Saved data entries
§ §

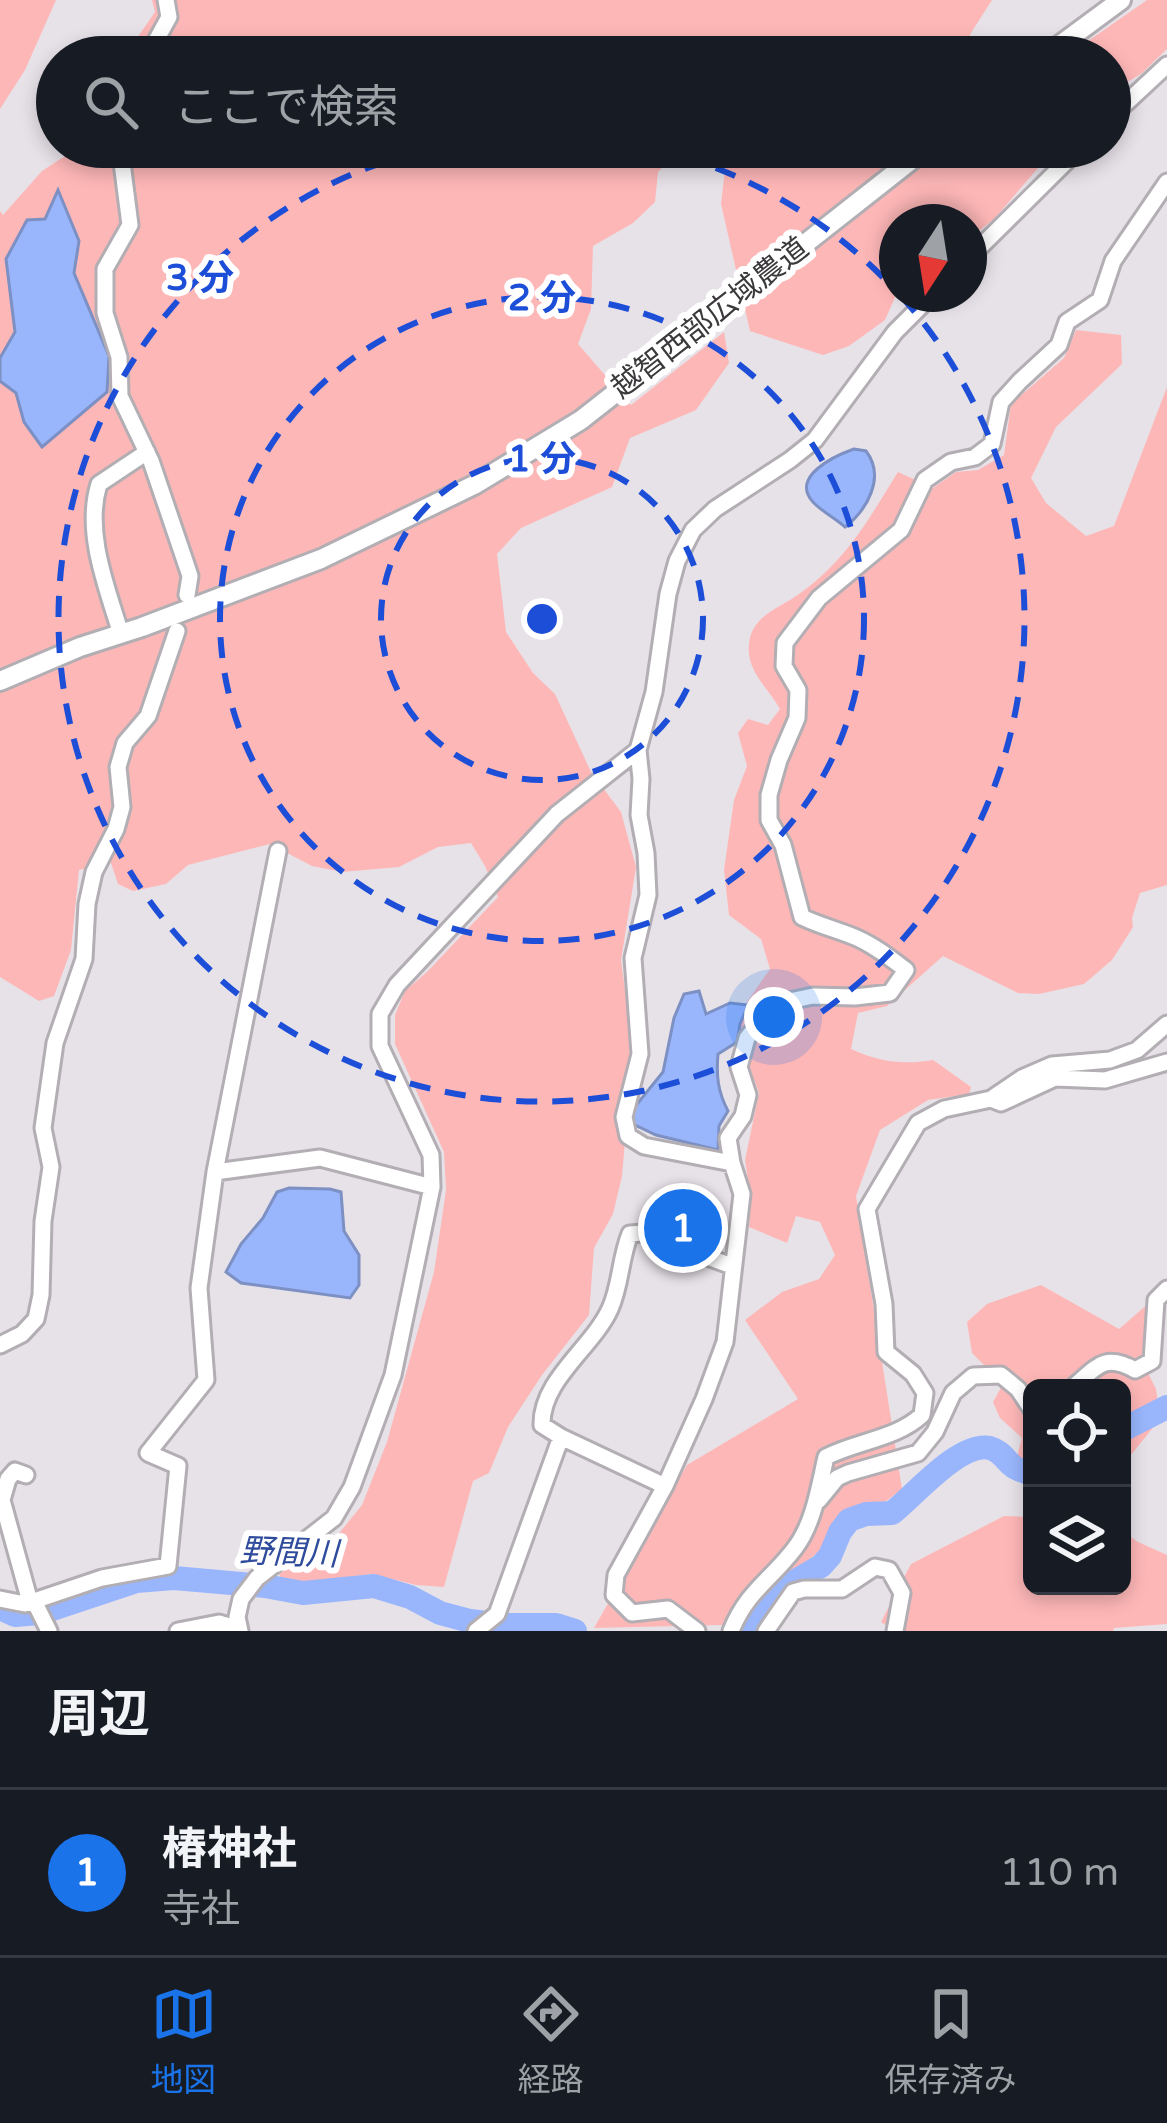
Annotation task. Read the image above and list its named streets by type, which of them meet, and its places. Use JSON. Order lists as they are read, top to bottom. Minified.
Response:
{"streets":{"street":["越智西部広域農道"]},"water":["野間川"],"north":"bottom","page":{"search":"ここで検索","pins":"1","heading":"周辺","list":[{"mark":"1","name":"椿神社","note":"寺社","value":"110 m"}],"nav":["地図","経路","保存済み"]},"rings":["3 分","2 分","1 分"]}
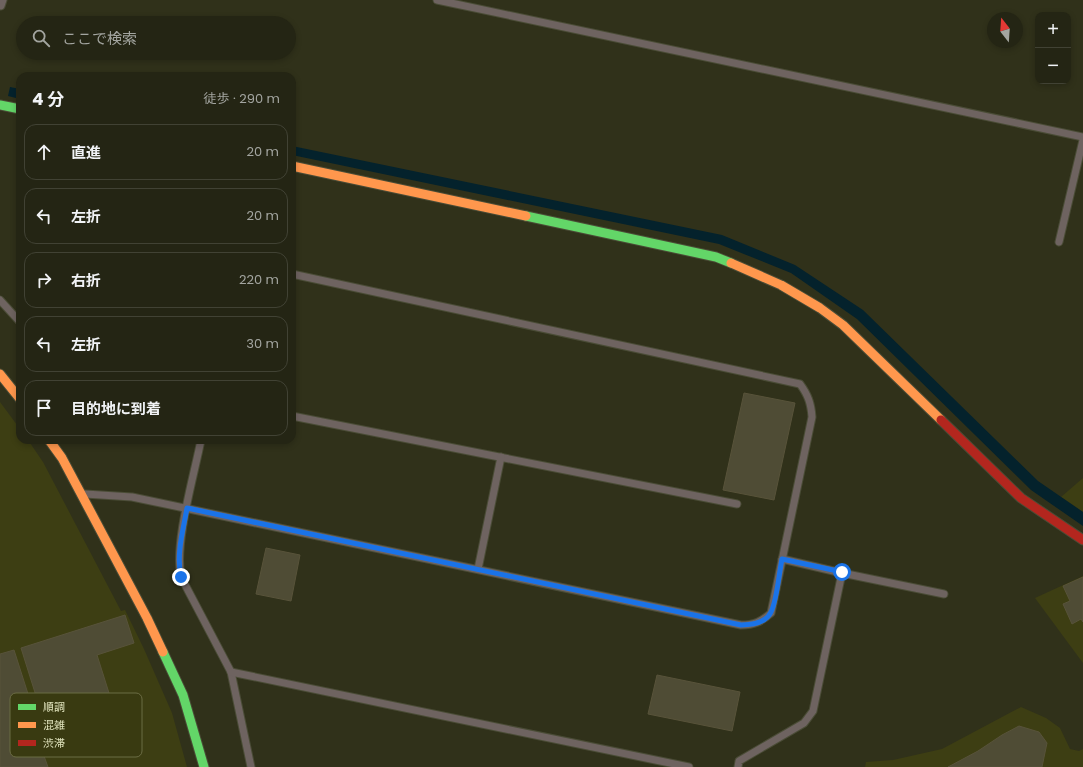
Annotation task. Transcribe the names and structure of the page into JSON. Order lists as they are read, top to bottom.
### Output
{
  "legend": ["順調", "混雑", "渋滞"],
  "north": "top",
  "page": {
    "map_buttons": ["+", "−"],
    "search": "ここで検索",
    "heading": ["4 分", "徒歩 · 290 m"],
    "list": [
      ["直進", "20 m"],
      ["左折", "20 m"],
      ["右折", "220 m"],
      ["左折", "30 m"],
      "目的地に到着"
    ]
  }
}
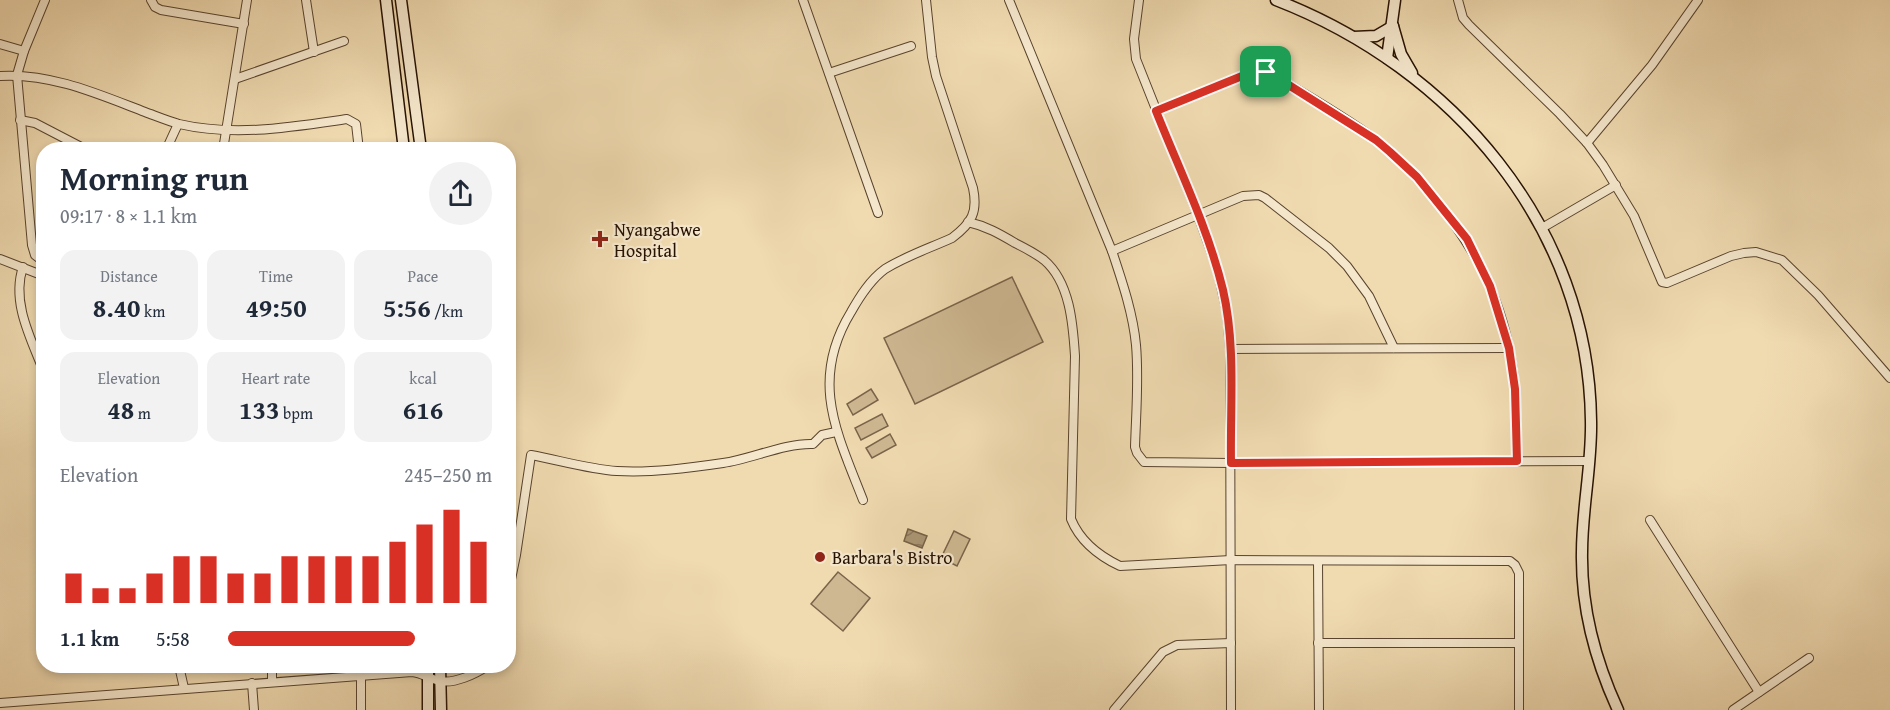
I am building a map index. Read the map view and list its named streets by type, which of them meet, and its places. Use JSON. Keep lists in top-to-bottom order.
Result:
{
  "places": {
    "health": ["Nyangabwe Hospital"],
    "other": ["Barbara's Bistro"]
  },
  "page": {
    "heading": ["Morning run", "09:17 · 8 × 1.1 km"],
    "stats": [
      ["Distance", "8.40 km"],
      ["Time", "49:50"],
      ["Pace", "5:56 /km"],
      ["Elevation", "48 m"],
      ["Heart rate", "133 bpm"],
      ["kcal", "616"]
    ],
    "chart": ["Elevation", "245–250 m"],
    "list": [
      {
        "name": "1.1 km",
        "note": "5:58"
      }
    ]
  }
}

§ §

● **TO DO**: Print, word for word, the lines above that run from the line containing "Annotation task. Transcribe" to the line containing "I am building", both included. Keep the pictures out.

● **RESPONSE TO THIS TASK**:
Annotation task. Transcribe the names and structure of the page into JSON. Order lists as they are read, top to bottom.
### Output
{
  "legend": ["順調", "混雑", "渋滞"],
  "north": "top",
  "page": {
    "map_buttons": ["+", "−"],
    "search": "ここで検索",
    "heading": ["4 分", "徒歩 · 290 m"],
    "list": [
      ["直進", "20 m"],
      ["左折", "20 m"],
      ["右折", "220 m"],
      ["左折", "30 m"],
      "目的地に到着"
    ]
  }
}
I am building a map index. Read the map view and list its named streets by type, which of them meet, and its places. Use JSON. Keep lists in top-to-bottom order.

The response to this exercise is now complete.